Open banking leverages application programming interfaces (APIs) that enable consumers and businesses to share their data upon request with just a few taps on their devices. Open APIs enable data to securely travel from one place to another as it is exchanged between apps, platforms and third parties. This data is then aggregated and presented to the user in an easy-to-operate interface. With all their information in one spot, users have a holistic view of all their finances, with the ability to transfer funds, conduct transactions and locate deals on credit lines, loans and time deposits.

Despite the advantages that open banking apps offer, they also give rise to a number of security challenges that come with personal data sharing. Open banking providers must ensure they are strictly adhering to compliance standards and security best practices to safeguard consumer data.

Rigorous Consent Controls on APIs

Customer consent is the basis of building trust between a business and a user. The open banking industry won’t be able to reach its predicted size of $43.15 billion by 2026 if customers don’t believe the platforms are trustworthy. To ensure all data navigating between apps and services is strictly secure, companies must implement consent controls at the object level, such as on their APIs. This allows users to manage permissions by selecting which third parties can access their data, which can exchange their data and when, as well as the length of time they’d like their data to be shared. For instance, social media apps always ask users for permission before posting on their behalf or sharing their data with other third-party apps. In the same sense, open banking providers must obtain customer consent before sharing their information with other platforms and financial organizations.

Enforcing Data Regulations at the API level

The rise of data privacy laws—like the California Privacy Rights Act (CPRA) as well as open banking regulations like the Consumer Data Standards (CDR), Financial Data Exchange (FDX), Payment Services Directive (PSD2) and UK Open Banking Implementation Entity (OBIE)—have enforced stricter standards and mandated penalties for organizations that mishandle consumer data.

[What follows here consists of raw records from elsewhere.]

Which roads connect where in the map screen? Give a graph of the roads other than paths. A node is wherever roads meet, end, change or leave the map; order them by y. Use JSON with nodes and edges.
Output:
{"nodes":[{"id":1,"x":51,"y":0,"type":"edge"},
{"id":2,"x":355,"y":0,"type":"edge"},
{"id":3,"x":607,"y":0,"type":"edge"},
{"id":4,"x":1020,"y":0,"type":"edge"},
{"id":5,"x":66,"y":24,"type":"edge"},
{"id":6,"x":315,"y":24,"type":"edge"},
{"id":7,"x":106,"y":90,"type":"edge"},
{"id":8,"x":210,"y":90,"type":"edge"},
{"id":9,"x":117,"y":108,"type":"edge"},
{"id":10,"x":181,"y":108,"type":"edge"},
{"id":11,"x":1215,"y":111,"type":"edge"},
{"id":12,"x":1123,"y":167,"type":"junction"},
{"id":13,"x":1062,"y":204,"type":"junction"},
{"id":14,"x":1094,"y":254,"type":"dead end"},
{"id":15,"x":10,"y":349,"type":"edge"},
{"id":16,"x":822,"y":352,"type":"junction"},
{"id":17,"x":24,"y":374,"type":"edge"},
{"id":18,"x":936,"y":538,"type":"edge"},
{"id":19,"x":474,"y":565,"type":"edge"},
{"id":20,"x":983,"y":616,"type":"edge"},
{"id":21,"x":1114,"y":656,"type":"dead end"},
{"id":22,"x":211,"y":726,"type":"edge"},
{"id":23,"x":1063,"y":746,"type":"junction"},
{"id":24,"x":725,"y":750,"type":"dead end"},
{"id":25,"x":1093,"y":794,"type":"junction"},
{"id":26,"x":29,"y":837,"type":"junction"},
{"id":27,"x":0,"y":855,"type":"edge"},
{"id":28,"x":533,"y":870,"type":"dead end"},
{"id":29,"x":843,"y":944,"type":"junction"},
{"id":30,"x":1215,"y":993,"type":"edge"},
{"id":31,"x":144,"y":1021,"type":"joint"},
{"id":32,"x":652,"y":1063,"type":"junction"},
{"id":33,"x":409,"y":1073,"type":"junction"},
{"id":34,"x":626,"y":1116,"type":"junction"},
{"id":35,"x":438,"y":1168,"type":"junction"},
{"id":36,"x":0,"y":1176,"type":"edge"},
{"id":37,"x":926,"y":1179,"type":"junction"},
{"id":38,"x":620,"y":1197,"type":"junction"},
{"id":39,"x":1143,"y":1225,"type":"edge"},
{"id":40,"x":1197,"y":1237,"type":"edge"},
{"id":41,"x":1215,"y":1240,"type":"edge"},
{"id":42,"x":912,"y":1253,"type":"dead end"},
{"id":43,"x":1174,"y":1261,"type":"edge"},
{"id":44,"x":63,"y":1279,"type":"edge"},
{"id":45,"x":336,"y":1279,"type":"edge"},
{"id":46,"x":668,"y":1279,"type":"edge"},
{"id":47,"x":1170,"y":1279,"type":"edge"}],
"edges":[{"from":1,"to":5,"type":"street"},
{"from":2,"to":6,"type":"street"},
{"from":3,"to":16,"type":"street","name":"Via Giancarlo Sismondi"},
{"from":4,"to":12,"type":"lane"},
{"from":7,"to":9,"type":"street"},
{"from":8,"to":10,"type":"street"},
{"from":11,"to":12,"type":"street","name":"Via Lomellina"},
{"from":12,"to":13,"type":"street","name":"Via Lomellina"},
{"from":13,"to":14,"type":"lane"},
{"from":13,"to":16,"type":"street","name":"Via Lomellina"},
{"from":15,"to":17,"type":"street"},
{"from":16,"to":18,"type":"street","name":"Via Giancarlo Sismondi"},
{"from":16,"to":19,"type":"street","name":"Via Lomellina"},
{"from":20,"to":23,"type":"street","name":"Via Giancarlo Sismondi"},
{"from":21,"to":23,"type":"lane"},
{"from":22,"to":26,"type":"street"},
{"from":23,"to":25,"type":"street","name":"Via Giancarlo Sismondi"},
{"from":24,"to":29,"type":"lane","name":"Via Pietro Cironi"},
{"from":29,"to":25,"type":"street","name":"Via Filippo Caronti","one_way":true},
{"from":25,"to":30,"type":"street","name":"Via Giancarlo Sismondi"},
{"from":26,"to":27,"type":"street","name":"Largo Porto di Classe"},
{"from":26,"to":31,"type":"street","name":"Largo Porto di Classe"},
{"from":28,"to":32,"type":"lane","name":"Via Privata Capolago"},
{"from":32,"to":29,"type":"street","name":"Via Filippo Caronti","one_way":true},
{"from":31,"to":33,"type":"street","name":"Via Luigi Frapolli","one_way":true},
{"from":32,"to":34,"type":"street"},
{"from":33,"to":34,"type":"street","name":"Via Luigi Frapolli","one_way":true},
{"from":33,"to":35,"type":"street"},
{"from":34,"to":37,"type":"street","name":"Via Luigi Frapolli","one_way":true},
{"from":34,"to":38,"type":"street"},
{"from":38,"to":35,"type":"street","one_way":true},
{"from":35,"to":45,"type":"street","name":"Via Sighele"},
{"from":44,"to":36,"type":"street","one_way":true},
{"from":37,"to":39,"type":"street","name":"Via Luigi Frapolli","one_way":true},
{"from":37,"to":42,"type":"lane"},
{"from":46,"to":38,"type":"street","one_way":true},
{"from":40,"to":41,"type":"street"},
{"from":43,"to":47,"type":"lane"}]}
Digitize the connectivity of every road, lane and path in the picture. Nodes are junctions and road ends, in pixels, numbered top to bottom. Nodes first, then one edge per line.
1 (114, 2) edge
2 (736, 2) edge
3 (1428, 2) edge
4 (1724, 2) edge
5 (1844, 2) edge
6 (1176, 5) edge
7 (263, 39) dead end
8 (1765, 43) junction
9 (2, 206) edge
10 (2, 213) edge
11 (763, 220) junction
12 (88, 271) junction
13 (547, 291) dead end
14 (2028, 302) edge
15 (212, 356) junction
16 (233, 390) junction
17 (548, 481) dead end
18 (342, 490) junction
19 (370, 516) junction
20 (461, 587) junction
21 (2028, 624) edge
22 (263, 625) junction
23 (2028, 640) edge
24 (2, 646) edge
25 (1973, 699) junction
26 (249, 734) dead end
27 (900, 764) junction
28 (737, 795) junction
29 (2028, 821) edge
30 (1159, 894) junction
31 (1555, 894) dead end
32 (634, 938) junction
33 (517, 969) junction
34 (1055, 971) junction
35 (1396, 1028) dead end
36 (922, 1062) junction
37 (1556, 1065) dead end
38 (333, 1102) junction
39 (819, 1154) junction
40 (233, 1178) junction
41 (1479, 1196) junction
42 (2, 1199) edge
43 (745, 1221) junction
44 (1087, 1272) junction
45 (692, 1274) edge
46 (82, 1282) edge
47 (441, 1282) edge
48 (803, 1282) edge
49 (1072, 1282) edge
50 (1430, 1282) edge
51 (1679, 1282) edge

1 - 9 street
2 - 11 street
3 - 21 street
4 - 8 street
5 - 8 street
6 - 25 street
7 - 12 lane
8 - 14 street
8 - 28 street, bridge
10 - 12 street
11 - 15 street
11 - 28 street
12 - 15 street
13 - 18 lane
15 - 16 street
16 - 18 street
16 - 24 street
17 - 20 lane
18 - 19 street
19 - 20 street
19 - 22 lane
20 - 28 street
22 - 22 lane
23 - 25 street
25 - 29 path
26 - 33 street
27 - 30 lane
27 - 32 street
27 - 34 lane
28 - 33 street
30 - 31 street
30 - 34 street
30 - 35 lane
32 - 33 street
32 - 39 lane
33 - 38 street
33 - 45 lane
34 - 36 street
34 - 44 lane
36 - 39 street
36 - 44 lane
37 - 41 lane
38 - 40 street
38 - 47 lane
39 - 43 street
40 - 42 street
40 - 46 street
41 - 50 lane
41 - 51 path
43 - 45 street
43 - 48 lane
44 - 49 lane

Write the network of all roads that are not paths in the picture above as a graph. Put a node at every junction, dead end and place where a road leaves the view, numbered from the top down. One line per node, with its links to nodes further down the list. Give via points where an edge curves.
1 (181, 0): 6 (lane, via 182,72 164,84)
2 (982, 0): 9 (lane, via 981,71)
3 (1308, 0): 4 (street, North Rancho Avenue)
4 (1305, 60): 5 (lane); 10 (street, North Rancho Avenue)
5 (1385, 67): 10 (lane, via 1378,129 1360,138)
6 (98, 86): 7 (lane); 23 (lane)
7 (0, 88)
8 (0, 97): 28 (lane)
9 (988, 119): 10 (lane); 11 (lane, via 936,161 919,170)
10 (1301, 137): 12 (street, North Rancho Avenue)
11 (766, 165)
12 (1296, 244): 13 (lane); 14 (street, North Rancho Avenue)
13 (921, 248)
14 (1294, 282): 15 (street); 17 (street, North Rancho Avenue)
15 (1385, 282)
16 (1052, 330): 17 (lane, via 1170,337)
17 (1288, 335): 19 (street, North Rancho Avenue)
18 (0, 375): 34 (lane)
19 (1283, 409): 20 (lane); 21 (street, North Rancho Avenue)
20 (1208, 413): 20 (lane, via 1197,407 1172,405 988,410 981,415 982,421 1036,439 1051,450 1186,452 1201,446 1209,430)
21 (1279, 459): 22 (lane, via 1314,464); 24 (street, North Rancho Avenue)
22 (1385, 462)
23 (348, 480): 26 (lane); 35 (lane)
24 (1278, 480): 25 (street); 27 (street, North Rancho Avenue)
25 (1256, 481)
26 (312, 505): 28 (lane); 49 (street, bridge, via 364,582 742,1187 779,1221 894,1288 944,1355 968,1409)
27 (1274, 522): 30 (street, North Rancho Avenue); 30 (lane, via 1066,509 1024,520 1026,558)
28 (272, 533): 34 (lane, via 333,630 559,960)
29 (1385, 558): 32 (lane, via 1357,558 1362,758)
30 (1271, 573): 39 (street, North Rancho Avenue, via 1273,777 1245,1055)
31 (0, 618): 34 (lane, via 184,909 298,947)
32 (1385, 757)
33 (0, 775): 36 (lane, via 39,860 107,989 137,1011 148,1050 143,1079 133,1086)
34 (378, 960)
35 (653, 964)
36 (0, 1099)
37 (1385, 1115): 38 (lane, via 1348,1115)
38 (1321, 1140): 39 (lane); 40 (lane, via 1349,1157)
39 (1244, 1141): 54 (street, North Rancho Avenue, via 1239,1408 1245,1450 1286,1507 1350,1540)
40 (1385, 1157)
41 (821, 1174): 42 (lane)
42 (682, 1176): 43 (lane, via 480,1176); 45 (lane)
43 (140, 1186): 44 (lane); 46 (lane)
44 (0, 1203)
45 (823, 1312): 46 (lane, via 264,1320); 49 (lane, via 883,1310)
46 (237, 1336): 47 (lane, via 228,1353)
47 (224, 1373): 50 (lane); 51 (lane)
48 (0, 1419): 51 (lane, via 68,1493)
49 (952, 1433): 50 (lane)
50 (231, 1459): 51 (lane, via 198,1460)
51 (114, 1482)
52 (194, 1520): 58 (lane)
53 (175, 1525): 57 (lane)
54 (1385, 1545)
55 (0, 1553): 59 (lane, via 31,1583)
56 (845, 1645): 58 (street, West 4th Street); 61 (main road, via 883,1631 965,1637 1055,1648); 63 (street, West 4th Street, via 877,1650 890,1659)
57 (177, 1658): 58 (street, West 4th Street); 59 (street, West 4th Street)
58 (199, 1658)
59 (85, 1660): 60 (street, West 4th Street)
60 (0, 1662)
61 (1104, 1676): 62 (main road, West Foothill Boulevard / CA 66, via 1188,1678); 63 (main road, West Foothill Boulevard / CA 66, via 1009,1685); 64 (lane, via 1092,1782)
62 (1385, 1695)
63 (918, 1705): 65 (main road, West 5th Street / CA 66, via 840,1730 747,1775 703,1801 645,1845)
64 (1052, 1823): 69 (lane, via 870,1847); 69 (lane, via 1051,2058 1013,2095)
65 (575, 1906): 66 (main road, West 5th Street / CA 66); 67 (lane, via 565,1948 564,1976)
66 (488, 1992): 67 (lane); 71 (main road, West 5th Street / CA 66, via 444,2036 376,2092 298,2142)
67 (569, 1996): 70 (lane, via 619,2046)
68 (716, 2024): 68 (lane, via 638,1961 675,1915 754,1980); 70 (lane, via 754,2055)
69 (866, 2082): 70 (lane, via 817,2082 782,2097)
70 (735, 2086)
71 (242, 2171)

While technological advancements such as open banking provide infinite benefits to organizations and their customers, they also introduce attack vectors, including insecure APIs, that can result in data leakage and theft. According to Gartner, APIs will be the most common attack vector for data breaches by 2022. Open banking app providers must protect their APIs with strong identity and access management (IAM) solutions to prevent unauthorized third-party access and exposure of personally identifiable information (PII), otherwise, they may be penalized for failing to comply with data regulations. Organizations that don’t abide by privacy laws risk facing costly fines, loss of customers, a damaged reputation or even the loss of their entire business.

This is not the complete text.